The IMI has claimed that a combination of confusion surrounding the Apprenticeship Levy and the “increased administrative burden” it placed on employers could be to blame for a 26.5% decline in new apprentices.
Data published by the government’s Departments for Education revealed that the decline from 155,600 apprenticeship starters in Q1 of the 2016-17 academic year to 114,000 in 2017-18 could be attributed to the introduction of the new system in April last year.
While the IMI has taken the opportunity to once again call on the government to re-think its approach to vocational training, the figures were branded “alarming” by CBI managing director Neil Carberry, who said that the DfE’s report proved that “the Apprenticeship Levy isn’t yet working for businesses, apprentices and the economy”.
Carberry added: “A fresh approach is needed to make skills reforms work. The CBI will continue in its calls to government to evolve the Apprenticeship Levy into a flexible skills levy, so firms can fund training for their people whatever the form of high quality course they do.
“And policy makers must collaborate more closely with businesses and learning providers to design a stable national framework for skills.”
The IMI said in a statement that the slump could be attributed to “a combination of confusion amongst employers about the new processes, reluctance by smaller employers to take on what they see as an increased administrative burden and simple inertia in the transition from the old apprentice Frameworks to the new Standards”.
Figures show an overall drop of 61% in apprenticeship starts across all sectors since the introduction of the Levy, but IMI chief executive Steve Nash said that the automotive sector had seen a smaller decline of 15% during the period.
Nash said: “Perhaps reflects the fact that apprenticeships are a long established entry into automotive, with many excellent employers offering first class schemes.
“But this is still a serious issue in a sector hungry for new talent.
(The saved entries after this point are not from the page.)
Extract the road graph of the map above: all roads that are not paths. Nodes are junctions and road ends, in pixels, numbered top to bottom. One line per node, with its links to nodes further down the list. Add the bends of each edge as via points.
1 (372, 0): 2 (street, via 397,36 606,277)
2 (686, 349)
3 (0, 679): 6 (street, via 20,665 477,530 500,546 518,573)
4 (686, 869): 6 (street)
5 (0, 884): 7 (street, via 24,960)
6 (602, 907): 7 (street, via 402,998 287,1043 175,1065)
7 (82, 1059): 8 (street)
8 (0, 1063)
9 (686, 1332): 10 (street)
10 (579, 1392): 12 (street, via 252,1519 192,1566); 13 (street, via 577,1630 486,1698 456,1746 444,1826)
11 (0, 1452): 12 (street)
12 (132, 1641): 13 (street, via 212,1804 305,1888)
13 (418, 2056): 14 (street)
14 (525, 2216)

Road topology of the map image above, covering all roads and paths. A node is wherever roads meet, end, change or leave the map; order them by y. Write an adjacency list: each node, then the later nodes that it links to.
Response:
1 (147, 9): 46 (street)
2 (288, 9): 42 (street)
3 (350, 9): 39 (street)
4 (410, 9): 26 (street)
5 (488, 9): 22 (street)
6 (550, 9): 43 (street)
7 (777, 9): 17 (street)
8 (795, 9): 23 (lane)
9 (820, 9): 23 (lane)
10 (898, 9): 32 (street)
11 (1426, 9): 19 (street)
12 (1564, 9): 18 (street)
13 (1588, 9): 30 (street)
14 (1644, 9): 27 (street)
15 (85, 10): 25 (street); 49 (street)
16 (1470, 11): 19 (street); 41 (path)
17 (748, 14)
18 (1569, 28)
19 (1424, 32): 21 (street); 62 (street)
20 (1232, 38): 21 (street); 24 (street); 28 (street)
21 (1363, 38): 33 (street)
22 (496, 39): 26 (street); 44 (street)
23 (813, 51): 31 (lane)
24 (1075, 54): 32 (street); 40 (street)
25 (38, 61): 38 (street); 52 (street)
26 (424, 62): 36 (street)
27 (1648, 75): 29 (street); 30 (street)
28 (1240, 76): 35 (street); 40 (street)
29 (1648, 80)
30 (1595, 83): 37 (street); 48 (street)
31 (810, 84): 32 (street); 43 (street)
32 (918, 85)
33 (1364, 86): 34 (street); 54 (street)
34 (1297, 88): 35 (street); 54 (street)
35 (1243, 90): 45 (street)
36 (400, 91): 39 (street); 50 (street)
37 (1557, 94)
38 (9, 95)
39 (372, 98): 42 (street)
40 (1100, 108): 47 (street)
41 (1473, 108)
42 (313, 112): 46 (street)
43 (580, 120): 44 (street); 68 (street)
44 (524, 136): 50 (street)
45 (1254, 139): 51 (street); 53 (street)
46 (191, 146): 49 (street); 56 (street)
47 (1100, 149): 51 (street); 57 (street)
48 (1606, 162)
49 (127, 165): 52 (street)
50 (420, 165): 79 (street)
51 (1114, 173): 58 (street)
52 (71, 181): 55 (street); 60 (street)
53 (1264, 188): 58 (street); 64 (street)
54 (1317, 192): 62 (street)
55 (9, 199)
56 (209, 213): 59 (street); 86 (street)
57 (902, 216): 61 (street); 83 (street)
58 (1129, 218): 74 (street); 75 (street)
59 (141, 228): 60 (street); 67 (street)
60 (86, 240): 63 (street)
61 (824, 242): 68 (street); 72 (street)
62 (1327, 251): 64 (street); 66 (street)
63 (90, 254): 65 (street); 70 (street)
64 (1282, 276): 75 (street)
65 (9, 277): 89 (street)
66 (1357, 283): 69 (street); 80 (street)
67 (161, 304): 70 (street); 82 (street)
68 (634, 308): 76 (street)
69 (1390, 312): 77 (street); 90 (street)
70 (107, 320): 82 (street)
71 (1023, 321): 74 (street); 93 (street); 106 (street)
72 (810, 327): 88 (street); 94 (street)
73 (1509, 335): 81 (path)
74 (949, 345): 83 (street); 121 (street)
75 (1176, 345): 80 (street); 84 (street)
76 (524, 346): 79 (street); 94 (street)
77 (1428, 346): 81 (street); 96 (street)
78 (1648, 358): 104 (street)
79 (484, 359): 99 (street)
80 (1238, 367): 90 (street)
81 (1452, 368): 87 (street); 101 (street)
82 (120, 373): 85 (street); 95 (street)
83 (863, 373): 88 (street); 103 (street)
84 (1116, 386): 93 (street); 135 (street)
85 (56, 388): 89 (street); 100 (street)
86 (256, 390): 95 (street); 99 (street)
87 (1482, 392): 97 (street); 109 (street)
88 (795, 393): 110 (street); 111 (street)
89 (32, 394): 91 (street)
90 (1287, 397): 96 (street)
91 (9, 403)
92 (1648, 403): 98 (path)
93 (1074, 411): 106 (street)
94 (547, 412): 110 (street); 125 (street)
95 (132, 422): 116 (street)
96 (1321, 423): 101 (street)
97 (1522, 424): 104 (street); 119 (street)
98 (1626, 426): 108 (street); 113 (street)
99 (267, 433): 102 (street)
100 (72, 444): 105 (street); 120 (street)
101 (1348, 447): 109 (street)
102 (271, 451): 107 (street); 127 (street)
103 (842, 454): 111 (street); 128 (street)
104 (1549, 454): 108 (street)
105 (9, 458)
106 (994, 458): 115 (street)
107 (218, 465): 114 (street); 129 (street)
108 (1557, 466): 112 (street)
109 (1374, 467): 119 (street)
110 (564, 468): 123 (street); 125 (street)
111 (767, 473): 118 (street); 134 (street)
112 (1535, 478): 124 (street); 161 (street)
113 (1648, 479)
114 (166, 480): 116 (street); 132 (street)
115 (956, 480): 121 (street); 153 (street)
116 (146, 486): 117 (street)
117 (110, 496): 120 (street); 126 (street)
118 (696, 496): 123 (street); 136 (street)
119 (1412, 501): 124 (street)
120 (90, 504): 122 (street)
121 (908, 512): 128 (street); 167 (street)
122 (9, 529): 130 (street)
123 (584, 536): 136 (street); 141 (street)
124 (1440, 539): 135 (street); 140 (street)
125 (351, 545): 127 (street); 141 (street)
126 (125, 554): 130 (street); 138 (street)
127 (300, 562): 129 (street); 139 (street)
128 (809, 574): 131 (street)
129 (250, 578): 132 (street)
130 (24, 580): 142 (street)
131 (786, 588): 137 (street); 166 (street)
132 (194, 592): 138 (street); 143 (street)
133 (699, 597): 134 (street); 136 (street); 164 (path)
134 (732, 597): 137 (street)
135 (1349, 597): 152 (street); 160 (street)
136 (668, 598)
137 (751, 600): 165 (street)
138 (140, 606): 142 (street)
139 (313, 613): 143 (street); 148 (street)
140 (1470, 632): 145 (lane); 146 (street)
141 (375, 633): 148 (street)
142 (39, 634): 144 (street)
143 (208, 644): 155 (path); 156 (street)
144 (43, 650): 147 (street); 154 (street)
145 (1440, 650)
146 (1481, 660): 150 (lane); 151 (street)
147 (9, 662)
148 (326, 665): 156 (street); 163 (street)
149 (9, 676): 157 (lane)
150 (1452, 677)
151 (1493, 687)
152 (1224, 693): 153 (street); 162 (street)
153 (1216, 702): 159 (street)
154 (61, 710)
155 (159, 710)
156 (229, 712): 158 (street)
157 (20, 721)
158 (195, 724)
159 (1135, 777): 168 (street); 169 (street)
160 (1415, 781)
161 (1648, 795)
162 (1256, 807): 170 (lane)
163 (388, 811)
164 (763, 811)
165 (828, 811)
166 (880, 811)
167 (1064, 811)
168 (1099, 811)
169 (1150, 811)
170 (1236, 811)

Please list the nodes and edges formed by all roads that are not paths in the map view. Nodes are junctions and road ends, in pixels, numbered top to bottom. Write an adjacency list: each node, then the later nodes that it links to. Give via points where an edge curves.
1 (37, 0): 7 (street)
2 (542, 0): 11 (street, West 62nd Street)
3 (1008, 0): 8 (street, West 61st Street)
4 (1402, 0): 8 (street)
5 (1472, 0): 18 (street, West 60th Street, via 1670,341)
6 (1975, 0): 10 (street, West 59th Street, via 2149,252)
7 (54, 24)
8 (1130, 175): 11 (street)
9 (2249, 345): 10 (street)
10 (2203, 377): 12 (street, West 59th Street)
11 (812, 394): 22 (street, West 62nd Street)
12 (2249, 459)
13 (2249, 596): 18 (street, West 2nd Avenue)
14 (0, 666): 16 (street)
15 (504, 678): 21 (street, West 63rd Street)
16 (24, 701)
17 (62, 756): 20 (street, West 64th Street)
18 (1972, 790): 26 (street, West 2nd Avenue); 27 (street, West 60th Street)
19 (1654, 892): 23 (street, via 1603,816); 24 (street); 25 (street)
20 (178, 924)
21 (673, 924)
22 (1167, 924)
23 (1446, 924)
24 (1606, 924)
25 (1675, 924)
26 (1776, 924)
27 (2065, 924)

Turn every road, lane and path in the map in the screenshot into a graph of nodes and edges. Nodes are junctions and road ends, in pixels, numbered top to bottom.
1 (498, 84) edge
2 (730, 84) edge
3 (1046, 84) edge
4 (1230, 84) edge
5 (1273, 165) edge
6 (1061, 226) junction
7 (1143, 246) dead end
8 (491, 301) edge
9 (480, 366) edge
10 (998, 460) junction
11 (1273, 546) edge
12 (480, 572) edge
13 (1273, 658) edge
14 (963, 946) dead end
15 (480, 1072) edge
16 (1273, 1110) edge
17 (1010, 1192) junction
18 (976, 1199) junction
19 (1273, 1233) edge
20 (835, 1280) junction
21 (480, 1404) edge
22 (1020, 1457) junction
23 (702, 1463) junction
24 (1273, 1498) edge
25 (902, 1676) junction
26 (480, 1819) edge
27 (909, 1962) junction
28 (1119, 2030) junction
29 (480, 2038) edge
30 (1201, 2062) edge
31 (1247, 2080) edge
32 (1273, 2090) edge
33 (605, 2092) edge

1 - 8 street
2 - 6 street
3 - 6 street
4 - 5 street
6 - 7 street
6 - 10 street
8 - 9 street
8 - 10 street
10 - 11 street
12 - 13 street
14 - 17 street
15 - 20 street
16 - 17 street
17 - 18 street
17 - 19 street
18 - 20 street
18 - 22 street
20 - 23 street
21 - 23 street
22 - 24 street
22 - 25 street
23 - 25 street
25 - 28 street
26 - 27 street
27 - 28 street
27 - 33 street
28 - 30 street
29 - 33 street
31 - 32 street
We can only expect this to improve if government take steps to significantly improve the quality and availability of careers advice in schools.”
The IMI is now calling for government to take action to address the existing shortfall in apprentices by accelerating their proposed investment in careers advice in schools.
Nash said: “The IMI surveyed parents and young people to find that over 80% of parents said they would choose university over an apprenticeship for their children. It’s clear that reforming apprenticeships alone is not enough.
“Far more needs to be done to educate both children and their parents on the alternatives to University if the government is to reach its aim of gaining an even balance between those opting for the traditional higher education route and those choosing vocational learning.”